### Data records
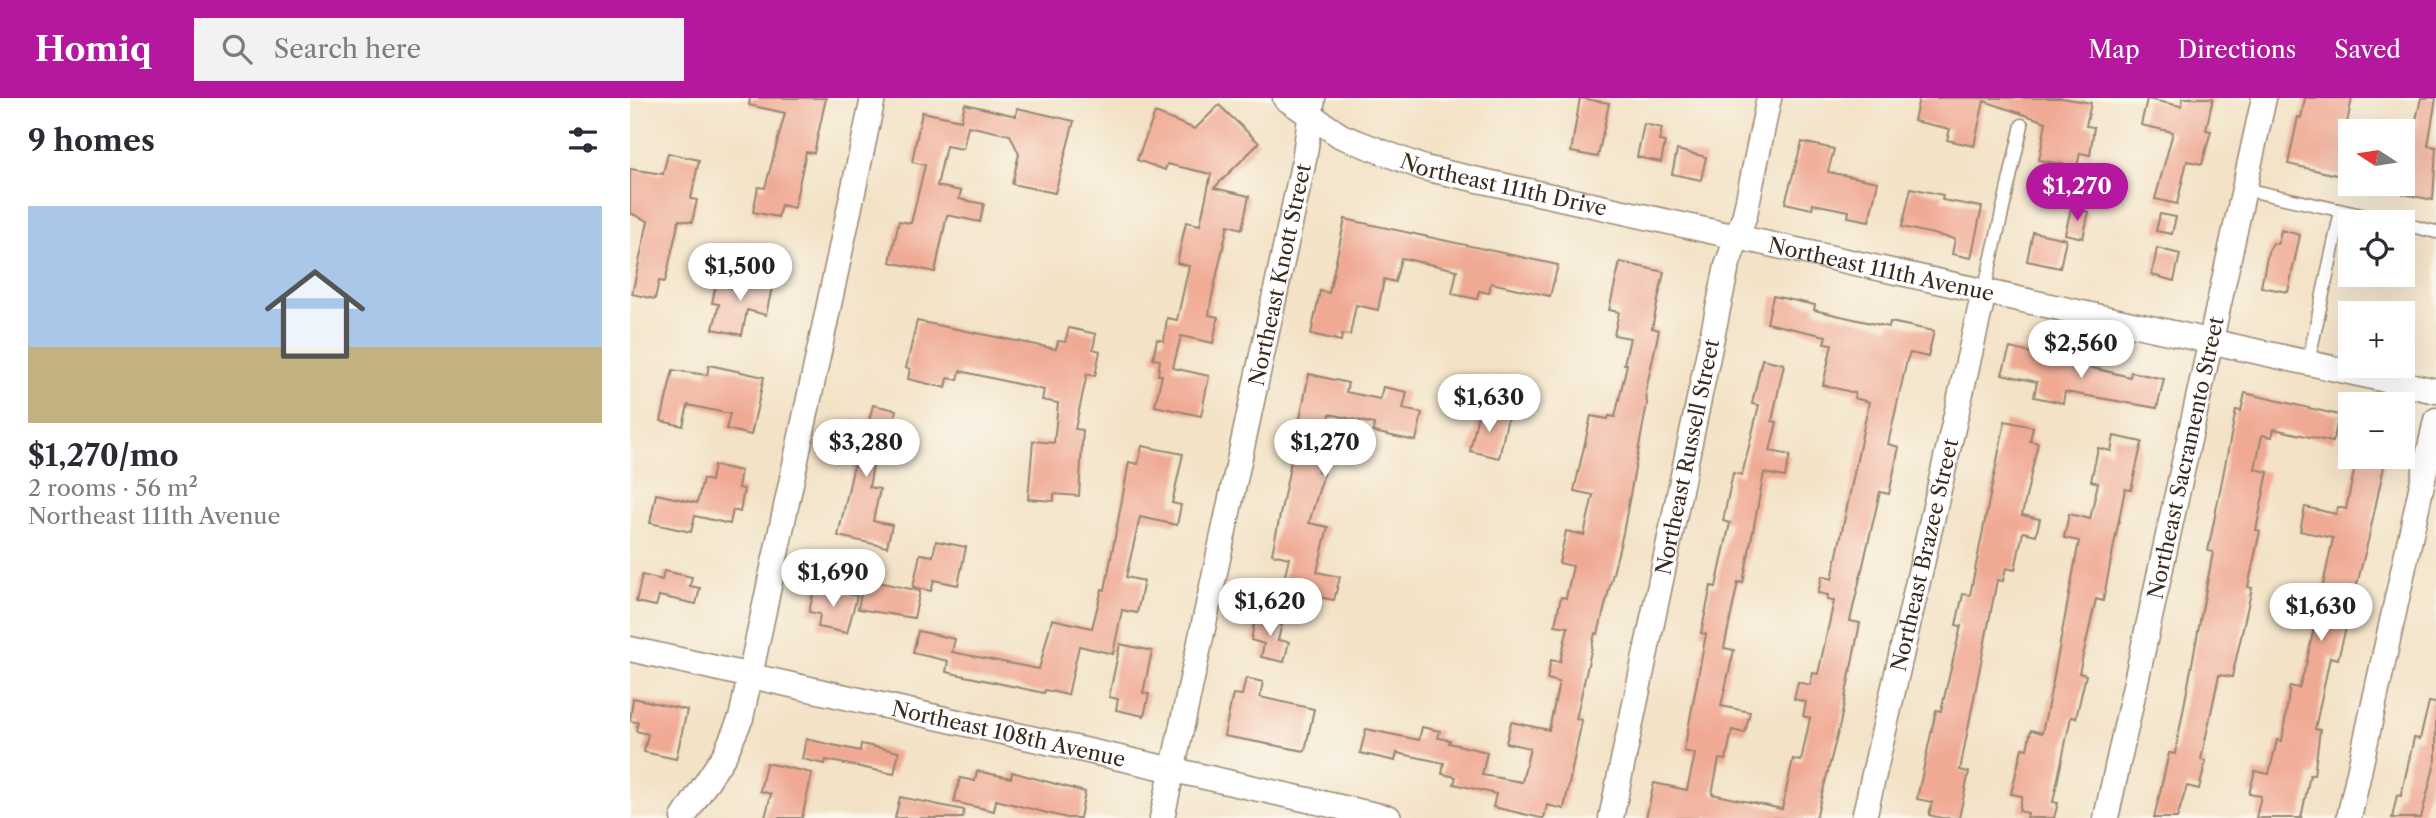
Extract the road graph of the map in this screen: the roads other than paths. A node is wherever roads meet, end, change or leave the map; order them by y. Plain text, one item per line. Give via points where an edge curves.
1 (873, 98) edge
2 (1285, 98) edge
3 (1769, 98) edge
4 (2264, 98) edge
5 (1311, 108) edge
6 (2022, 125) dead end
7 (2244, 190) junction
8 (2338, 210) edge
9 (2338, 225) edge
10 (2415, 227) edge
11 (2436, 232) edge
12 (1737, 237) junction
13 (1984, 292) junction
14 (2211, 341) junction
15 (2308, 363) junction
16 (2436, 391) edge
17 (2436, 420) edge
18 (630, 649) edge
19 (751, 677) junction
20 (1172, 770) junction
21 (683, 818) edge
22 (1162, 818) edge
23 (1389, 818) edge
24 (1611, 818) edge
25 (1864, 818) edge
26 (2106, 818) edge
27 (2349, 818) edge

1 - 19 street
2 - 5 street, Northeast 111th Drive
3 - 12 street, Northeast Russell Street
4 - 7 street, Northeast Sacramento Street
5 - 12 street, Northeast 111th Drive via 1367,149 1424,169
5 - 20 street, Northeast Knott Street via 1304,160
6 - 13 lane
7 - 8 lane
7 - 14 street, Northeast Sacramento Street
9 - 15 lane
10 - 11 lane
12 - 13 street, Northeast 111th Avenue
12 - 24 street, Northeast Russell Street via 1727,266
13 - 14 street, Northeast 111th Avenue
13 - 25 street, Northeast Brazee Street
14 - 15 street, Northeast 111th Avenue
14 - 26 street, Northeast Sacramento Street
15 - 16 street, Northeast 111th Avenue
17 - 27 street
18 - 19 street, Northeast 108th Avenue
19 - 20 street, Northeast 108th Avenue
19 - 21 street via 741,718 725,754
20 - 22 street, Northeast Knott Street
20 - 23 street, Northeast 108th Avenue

### What is expected
Your copy of the material above should be exact and free of pictures.

### Task solution
Extract the road graph of the map in this screen: the roads other than paths. A node is wherever roads meet, end, change or leave the map; order them by y. Plain text, one item per line. Give via points where an edge curves.
1 (873, 98) edge
2 (1285, 98) edge
3 (1769, 98) edge
4 (2264, 98) edge
5 (1311, 108) edge
6 (2022, 125) dead end
7 (2244, 190) junction
8 (2338, 210) edge
9 (2338, 225) edge
10 (2415, 227) edge
11 (2436, 232) edge
12 (1737, 237) junction
13 (1984, 292) junction
14 (2211, 341) junction
15 (2308, 363) junction
16 (2436, 391) edge
17 (2436, 420) edge
18 (630, 649) edge
19 (751, 677) junction
20 (1172, 770) junction
21 (683, 818) edge
22 (1162, 818) edge
23 (1389, 818) edge
24 (1611, 818) edge
25 (1864, 818) edge
26 (2106, 818) edge
27 (2349, 818) edge

1 - 19 street
2 - 5 street, Northeast 111th Drive
3 - 12 street, Northeast Russell Street
4 - 7 street, Northeast Sacramento Street
5 - 12 street, Northeast 111th Drive via 1367,149 1424,169
5 - 20 street, Northeast Knott Street via 1304,160
6 - 13 lane
7 - 8 lane
7 - 14 street, Northeast Sacramento Street
9 - 15 lane
10 - 11 lane
12 - 13 street, Northeast 111th Avenue
12 - 24 street, Northeast Russell Street via 1727,266
13 - 14 street, Northeast 111th Avenue
13 - 25 street, Northeast Brazee Street
14 - 15 street, Northeast 111th Avenue
14 - 26 street, Northeast Sacramento Street
15 - 16 street, Northeast 111th Avenue
17 - 27 street
18 - 19 street, Northeast 108th Avenue
19 - 20 street, Northeast 108th Avenue
19 - 21 street via 741,718 725,754
20 - 22 street, Northeast Knott Street
20 - 23 street, Northeast 108th Avenue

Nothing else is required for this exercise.